Josiah, Rare Disease: Familial Cold Autoinflammatory Syndrome (NLRP3 gene mutation)
Josiah J. Cabrera was born three weeks early due to fetal unstable tachycardia (his heart rate was between 190-300+) and my severe health complications during pregnancy. He had to be placed in the NICU for jaundice and heart monitoring, and three days later we were ready to go home. I knew there was something wrong with our baby. He cried all the time and had severely low muscle tone.
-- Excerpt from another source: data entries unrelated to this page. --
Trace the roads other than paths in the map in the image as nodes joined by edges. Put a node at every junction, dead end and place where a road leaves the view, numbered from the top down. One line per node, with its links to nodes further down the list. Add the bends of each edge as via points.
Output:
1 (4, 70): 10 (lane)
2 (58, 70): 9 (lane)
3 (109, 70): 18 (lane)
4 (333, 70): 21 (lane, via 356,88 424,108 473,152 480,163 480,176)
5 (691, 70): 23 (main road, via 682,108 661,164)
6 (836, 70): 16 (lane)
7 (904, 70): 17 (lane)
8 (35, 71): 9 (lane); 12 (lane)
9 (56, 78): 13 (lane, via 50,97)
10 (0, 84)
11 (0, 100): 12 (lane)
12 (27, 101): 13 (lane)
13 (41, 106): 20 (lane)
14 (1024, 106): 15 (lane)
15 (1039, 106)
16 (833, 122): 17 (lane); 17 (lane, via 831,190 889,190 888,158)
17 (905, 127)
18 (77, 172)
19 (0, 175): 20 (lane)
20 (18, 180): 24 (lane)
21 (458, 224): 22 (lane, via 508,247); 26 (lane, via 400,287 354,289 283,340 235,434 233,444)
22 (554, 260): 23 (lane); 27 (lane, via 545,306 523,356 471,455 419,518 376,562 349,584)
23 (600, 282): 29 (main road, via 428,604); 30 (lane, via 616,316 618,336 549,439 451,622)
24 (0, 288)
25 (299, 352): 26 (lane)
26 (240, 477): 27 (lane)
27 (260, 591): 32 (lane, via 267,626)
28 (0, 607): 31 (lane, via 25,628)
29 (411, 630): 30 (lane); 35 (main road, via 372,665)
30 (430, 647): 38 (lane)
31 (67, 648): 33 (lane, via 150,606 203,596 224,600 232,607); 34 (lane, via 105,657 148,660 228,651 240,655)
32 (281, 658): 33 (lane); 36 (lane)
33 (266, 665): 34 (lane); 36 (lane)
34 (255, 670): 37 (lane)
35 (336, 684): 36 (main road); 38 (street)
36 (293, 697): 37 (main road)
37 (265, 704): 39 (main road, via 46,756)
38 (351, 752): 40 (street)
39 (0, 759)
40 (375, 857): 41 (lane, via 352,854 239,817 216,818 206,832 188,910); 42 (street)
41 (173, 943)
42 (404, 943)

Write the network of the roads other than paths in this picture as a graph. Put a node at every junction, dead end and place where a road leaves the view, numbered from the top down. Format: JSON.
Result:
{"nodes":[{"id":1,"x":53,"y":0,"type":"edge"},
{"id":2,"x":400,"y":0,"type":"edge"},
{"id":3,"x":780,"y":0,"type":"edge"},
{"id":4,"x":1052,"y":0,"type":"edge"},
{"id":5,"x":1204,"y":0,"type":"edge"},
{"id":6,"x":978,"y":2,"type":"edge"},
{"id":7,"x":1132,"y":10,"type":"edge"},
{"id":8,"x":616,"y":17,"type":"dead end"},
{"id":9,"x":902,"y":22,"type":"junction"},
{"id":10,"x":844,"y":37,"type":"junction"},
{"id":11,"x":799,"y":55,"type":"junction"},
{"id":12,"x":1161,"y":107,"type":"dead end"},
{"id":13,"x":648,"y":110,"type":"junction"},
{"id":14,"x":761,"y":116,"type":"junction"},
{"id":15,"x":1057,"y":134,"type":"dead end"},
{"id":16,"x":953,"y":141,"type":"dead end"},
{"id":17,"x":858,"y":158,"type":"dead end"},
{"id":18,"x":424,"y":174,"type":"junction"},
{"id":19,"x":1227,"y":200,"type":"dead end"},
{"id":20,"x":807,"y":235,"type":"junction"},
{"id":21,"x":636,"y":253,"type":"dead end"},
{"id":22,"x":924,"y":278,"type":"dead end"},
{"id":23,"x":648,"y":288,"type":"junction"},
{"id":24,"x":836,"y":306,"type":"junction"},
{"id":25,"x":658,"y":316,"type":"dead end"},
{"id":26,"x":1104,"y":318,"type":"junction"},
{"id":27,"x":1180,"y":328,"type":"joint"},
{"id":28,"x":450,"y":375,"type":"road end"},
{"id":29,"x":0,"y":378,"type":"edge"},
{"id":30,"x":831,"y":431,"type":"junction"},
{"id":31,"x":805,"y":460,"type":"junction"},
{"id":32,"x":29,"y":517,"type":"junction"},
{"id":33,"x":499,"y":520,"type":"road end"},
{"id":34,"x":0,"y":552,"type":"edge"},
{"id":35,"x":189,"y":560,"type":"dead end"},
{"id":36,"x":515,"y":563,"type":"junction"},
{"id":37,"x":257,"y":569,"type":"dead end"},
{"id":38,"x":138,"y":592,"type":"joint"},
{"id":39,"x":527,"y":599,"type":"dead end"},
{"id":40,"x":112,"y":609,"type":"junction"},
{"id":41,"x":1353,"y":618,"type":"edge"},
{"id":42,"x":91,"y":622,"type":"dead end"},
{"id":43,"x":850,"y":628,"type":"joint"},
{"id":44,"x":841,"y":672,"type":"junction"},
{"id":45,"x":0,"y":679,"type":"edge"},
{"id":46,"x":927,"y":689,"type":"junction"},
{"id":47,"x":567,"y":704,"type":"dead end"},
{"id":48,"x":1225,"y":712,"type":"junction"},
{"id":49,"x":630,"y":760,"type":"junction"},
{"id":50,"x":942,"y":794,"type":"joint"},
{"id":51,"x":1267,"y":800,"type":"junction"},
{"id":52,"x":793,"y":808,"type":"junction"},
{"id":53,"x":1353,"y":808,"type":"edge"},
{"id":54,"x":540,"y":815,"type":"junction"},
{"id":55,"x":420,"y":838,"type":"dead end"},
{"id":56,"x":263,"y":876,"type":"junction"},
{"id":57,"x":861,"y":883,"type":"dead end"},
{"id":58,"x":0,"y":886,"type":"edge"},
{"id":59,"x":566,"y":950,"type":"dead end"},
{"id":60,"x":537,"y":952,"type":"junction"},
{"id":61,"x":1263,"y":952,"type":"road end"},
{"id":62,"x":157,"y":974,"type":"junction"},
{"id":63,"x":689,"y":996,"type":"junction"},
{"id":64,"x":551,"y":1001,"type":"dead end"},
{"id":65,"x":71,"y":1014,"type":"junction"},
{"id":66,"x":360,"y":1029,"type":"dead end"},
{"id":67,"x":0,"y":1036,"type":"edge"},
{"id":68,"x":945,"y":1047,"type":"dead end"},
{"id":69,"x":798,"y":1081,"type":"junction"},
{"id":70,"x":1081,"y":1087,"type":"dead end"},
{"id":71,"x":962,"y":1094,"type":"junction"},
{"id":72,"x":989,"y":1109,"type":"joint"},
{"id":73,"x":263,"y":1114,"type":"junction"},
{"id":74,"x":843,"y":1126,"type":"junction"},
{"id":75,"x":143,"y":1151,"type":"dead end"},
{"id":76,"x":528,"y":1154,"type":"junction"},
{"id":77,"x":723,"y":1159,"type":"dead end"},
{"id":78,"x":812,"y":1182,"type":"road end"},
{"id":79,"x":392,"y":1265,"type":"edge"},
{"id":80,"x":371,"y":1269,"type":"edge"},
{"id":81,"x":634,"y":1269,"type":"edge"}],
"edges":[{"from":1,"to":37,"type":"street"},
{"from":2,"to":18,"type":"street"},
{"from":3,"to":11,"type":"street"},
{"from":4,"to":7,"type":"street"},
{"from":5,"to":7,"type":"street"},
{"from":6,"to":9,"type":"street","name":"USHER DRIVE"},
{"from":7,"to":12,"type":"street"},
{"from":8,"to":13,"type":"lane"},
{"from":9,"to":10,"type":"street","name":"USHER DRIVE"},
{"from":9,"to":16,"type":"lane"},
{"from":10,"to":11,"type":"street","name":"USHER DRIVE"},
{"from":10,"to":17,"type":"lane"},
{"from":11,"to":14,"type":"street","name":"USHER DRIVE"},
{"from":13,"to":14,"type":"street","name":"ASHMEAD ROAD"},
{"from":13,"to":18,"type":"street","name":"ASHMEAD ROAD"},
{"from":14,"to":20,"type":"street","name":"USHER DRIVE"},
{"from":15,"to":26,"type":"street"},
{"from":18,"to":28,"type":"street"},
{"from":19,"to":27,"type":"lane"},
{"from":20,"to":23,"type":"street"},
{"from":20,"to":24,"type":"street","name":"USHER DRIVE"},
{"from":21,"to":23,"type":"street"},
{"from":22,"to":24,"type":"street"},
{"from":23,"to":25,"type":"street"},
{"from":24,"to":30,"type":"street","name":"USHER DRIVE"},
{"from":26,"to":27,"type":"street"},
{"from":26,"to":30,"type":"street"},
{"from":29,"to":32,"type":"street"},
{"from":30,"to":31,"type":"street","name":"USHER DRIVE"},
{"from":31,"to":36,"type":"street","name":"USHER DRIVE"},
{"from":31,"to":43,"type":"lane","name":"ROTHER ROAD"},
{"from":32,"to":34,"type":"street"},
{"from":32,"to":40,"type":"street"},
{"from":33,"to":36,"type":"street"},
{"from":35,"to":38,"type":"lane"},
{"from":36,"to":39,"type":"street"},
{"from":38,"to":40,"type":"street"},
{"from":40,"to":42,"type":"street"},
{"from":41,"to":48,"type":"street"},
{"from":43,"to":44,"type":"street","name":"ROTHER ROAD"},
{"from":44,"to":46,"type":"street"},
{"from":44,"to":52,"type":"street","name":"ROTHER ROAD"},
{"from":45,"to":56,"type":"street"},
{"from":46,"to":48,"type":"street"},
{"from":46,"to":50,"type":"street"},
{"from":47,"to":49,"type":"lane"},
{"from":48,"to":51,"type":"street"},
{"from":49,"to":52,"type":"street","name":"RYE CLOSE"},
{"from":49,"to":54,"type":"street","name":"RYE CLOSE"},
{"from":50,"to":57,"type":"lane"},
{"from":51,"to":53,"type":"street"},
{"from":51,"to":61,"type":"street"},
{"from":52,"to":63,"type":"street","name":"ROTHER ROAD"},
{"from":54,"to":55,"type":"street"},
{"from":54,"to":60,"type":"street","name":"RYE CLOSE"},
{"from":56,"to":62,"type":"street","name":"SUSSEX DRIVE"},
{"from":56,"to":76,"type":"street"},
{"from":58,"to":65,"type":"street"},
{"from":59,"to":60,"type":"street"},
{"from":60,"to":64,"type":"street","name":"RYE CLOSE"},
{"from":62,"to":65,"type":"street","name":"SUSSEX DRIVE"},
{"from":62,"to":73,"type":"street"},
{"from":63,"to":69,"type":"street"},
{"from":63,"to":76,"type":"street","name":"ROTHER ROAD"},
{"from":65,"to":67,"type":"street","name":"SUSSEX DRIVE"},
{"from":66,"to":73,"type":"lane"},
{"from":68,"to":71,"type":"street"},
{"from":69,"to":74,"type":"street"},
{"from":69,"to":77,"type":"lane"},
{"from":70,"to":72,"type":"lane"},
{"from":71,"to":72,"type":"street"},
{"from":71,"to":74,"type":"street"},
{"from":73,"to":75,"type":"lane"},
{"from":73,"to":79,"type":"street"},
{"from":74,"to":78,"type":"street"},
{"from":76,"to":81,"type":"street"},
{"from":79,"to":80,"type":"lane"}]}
When he was 11 days old, Josiah was rushed by ambulance for his first seizure. I was devastated but blessed that he was in great hands. We found out that he had three different infections, plus protein and glucose in his cerebral spinal fluid. After antibiotics, a lot of imaging, and 13 days in the hospital we were ready to go home. I thought the medical stuff was OVER. I was wrong.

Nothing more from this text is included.